WWDC 2010: Core Animation in Practice, Part 2

New and Overlooked APIs

Drop shadows - shadowOpacity, shadowRadius, shadowOffset
shadowPath was necessary for bringing drop shadows to iPhone (was originally only on Mac) since it lets the compositor cache a shadow bitmap, otherwise would have to recompute shadow on every frame

CAShapeLayer - more efficient than drawing into bitmap

Bitmaps can't be scaled up without re-drawing, and can't animate contents
Because drawing is deferred until composite-time, and you know resolution, the path can stay sharp
Can also interpolate/animate within two path states

Performance tradeoffs of CAShapeLayer:

Pro: Low memory
Pro: No cost for transparent areas (unlike custom views, where you carefully look for layer blending, since core animation knows the exact pixels that are opaque)
Con: More CPU to render (since drawing is deferred, may also run on every frame)

Overall, best for a few semi-large elements - won't work with 1000s of them (CPU will be bottleneck)

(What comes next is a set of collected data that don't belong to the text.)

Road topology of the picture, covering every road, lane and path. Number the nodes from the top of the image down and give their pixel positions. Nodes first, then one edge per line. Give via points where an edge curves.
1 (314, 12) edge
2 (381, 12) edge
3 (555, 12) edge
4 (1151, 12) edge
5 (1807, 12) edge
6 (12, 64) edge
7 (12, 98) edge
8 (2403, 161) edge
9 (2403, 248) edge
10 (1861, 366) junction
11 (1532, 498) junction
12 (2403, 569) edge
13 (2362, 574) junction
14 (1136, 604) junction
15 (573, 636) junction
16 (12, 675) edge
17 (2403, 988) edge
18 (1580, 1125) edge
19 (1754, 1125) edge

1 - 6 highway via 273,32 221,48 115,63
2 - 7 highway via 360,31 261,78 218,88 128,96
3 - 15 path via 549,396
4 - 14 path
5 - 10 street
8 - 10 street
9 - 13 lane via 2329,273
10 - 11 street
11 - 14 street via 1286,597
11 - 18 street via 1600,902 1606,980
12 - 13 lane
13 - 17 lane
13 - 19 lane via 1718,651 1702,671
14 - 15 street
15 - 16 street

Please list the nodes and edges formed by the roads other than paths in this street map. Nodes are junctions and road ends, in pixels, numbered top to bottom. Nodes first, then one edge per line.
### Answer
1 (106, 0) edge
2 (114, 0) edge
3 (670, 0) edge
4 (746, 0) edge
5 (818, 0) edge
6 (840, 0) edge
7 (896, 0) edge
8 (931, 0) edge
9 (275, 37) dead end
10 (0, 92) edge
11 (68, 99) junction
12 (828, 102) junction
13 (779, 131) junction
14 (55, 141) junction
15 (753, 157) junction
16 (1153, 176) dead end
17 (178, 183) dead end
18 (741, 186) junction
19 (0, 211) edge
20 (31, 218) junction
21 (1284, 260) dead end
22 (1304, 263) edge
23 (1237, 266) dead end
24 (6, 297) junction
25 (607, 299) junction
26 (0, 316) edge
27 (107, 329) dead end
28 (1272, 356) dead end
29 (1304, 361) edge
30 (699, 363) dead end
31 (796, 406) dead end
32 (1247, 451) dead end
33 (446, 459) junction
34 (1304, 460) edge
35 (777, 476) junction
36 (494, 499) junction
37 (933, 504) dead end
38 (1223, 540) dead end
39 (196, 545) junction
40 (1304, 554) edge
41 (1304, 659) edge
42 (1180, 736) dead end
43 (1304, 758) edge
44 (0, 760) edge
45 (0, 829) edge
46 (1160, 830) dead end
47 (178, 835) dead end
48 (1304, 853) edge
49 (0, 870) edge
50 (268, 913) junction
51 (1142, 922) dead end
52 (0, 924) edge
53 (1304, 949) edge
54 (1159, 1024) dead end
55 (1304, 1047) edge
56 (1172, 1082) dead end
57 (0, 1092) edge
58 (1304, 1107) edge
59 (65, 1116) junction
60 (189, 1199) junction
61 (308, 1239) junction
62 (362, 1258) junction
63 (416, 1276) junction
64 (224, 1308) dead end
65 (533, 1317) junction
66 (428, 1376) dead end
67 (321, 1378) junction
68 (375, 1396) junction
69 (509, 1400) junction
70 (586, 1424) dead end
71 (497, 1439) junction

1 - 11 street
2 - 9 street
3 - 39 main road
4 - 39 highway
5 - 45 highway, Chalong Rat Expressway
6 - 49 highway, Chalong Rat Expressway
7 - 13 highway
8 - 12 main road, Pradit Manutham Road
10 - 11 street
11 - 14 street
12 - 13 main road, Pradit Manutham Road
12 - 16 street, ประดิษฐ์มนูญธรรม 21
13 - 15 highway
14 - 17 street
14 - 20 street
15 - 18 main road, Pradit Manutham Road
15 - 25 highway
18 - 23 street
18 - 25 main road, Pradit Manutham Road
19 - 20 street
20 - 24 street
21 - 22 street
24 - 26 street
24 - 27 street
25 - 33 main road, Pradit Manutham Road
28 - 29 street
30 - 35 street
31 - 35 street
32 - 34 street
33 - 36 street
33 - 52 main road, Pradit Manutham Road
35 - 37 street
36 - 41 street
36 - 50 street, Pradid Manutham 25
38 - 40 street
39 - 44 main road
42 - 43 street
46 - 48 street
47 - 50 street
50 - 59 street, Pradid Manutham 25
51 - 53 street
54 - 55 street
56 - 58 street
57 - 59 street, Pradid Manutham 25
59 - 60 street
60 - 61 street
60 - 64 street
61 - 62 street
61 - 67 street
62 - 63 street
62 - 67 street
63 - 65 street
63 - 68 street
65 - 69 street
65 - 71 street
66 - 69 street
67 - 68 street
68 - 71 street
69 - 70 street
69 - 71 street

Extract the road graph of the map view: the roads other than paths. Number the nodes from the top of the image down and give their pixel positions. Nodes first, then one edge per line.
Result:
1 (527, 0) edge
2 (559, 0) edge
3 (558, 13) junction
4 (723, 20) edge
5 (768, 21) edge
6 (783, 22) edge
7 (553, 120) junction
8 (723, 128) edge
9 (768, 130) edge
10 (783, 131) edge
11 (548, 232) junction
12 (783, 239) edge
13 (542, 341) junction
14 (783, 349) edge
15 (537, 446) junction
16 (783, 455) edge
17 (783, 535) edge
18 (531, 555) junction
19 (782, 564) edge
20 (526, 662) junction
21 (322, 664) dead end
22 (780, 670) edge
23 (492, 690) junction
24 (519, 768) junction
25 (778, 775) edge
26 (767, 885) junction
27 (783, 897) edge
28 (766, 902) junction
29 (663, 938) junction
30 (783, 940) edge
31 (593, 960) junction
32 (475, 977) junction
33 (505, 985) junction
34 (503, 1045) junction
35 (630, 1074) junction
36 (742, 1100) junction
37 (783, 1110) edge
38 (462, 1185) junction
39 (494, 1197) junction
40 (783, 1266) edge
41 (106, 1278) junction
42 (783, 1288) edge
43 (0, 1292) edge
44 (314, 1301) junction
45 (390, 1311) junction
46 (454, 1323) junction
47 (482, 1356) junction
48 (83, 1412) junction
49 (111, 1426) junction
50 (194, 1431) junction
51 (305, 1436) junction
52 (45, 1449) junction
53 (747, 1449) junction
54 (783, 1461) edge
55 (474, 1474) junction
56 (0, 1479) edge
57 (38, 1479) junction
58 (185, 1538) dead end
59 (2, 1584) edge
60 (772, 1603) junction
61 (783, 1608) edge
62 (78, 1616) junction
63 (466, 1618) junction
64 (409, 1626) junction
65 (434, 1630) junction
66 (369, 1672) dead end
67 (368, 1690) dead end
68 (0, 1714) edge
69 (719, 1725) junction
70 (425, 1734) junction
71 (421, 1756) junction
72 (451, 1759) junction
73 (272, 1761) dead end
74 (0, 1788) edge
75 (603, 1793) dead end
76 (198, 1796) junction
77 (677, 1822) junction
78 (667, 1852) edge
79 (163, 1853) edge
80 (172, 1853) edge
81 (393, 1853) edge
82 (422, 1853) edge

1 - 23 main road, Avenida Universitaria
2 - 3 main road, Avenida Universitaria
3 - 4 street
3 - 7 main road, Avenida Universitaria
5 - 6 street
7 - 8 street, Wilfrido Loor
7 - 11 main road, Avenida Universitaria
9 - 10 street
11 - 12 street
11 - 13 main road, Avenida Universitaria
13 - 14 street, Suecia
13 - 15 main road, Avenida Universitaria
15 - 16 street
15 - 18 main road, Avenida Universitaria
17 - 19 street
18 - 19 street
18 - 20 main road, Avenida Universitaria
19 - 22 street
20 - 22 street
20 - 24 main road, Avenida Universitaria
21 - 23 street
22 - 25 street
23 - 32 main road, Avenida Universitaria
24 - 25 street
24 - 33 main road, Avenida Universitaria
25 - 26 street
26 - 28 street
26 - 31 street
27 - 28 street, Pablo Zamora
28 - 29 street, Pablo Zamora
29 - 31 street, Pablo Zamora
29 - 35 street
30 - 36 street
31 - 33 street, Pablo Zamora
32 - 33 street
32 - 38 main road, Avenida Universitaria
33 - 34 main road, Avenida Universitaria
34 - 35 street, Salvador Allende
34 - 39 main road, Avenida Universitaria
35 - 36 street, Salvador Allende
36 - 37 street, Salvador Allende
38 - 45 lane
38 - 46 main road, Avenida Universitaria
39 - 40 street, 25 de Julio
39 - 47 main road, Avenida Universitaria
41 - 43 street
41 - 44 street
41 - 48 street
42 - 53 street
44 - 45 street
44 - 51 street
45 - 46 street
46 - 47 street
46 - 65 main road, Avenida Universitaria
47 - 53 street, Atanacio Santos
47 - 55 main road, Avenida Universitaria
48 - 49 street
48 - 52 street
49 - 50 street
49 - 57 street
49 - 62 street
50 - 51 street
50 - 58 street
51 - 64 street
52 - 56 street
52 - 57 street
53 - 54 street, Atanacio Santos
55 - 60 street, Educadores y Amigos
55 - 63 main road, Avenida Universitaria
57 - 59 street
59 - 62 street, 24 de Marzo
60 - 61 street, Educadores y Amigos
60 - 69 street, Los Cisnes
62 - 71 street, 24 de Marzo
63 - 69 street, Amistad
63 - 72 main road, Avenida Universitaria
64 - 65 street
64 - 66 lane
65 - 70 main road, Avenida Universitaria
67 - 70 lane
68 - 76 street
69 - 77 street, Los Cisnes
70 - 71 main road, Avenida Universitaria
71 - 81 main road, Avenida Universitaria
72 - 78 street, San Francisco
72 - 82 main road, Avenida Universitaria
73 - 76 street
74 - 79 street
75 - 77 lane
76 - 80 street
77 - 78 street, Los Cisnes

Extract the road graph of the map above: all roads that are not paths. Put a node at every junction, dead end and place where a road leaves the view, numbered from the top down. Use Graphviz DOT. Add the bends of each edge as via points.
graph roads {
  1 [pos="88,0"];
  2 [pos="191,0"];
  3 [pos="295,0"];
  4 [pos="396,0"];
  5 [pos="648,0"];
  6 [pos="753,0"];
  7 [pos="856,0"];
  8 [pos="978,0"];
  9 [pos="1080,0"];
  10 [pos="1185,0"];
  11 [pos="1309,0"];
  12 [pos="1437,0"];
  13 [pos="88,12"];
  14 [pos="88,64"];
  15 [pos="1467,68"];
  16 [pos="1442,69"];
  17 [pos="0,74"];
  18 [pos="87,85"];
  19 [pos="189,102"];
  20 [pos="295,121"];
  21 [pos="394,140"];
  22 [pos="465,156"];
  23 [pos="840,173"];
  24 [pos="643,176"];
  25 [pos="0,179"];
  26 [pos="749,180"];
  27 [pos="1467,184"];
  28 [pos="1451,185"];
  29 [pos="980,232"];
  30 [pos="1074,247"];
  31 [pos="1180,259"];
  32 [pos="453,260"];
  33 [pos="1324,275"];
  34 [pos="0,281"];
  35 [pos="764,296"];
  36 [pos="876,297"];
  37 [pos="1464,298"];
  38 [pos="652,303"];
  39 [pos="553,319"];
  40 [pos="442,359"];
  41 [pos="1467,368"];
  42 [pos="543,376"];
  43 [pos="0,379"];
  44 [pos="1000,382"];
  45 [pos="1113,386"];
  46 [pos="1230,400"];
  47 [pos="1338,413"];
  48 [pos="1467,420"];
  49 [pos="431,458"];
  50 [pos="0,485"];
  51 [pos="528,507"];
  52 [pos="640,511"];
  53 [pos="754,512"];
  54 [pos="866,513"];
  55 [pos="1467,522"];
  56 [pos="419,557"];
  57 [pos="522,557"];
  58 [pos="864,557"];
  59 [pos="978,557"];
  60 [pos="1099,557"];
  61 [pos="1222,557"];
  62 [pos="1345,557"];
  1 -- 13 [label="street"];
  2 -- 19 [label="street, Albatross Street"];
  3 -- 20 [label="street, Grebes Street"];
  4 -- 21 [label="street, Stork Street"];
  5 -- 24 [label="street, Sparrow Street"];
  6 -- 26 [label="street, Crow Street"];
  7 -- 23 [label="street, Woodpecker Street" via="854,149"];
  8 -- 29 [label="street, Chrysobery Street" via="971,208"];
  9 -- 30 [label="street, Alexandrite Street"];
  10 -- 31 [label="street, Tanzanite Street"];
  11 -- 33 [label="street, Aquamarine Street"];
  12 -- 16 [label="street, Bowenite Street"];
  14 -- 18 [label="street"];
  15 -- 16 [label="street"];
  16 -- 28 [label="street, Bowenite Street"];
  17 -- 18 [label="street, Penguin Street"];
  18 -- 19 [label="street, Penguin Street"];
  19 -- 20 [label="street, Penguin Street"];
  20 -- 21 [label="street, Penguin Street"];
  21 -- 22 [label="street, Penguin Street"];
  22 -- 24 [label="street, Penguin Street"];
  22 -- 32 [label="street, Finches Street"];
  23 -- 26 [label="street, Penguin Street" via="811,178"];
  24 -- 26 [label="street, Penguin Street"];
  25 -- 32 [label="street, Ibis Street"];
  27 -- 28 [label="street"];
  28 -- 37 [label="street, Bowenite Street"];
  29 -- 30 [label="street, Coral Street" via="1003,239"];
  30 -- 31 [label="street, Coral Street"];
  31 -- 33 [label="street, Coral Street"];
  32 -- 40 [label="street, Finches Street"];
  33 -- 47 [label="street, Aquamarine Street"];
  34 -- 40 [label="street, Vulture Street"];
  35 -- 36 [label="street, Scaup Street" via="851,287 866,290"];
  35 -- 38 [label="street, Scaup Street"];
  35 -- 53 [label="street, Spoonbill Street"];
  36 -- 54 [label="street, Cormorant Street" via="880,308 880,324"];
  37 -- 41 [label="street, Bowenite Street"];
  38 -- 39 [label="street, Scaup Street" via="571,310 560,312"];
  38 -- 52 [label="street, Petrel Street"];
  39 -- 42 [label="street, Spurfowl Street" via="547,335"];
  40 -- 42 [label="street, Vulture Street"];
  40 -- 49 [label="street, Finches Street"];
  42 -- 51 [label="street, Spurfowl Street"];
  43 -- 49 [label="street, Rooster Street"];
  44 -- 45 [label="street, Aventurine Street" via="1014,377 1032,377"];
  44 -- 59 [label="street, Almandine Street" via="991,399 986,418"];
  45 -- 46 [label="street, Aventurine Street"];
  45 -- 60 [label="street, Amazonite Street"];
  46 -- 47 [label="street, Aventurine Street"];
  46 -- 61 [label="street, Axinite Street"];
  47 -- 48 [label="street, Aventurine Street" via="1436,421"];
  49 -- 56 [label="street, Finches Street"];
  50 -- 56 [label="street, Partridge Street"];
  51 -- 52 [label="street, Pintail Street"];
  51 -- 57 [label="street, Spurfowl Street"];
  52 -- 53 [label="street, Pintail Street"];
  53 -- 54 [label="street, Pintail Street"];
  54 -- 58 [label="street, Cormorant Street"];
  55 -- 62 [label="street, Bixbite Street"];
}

Bitmap caching - motivated by larger resolution of iPad

shouldRasterize to request that layer subtree is flattened to a bitmap
bitmap version will be reused when possible - may improve performance

Caveats to bitmap caching:

Can lead to memory pressure on device
Caching and not reusing much worse than not caching
Locks layer image to particular size
Rasterization occurs before mask is applied

Cubic keyframes - kCAAnimationCubic
Uses Catmull-Rom spline

Key takeaways:

Use shadowPath for high-performance shadows (very important)
Use CAShapeLayer for scalable, animatable vector content (performance can handle a few shape layers)
Set shouldRasterize for cached layers (ideally last resort)

Mental model of performance

At high-level, GPU converts triangles to pixels

Each triangle has color fill or texture image
Triangles can "blend" over background (vs opaque, where you can just write pixel directly to final screen buffer)
Destination can also be an image for another triangle

How does Core Animation use GPU?

Each layer is translated to triangles
Each rectangle is 2 triangles, e.g. backgroundColor is two colored triangles and contents is two triangles with an image
More complex compositing (e.g. caching or masking) uses offscreen rendering
Core Animation won't even send content under opaque regions to GPU, e.g. your app sits on top of SpringBoard, but SpringBoard layers aren't sent to GPU

GPU performance model:

Write bandwidth - how many destination pixels?
Goal is to minimize alpha-blended pixels
- For images: Ensure opaque CGImageRef's have no alpha channel
- For drawing: Set layer.opaque = YES when drawing opaque content
- Cut layers with opaque regions into multiple sublayers, e.g. if you have a mostly opaque image with some non-opaque parts, then instead of making the entire image non-opaque, stitch together the opaque piece with non-opaque pieces
- Use "Color Blended Layers" Instruments option, or CA_COLOR_OPAQUE=1 environment variable
Read bandwidth - how many source pixels?
- Use images that match layer size (both when drawing and loading images)
- "Color Misaligned Images" in Instruments, or CA_COLOR_SUBPIXEL=1
Rendering passes - how many buffers? (e.g. switching buffers for offscreen rendering)
- Ideally one rendering pass per frame, but sometimes requires some clever tricks
- Complex composition features (masking, group opacity, filters) often require multiple passes
- Use "Color Offscreen" in Instruments, or CA_COLOR_OFFSCREEN=1
- Layer bitmap caching can hide extra passes (but remember it requires one extra render pass itself)

Too much non-opaque content => limited by write bandwidth
Too many large images => limited by read bandwidth
Too many masked layers => limited by rendering passes

General performance methodology:
Measure fps
If fps < 60, then eliminate render passes, reduce read bandwidth, reduce write bandwidth (in that order)
Repeat until 60 fps

High-DPI

2x scale factor applied to root of UIWindow layer tree

When rasterizing, use layer.rasterizationScale = 2

contentsScale layer property - scaling factor between layer geometry and screen geometry

For precise native pixel layout, add 0.5x scale layer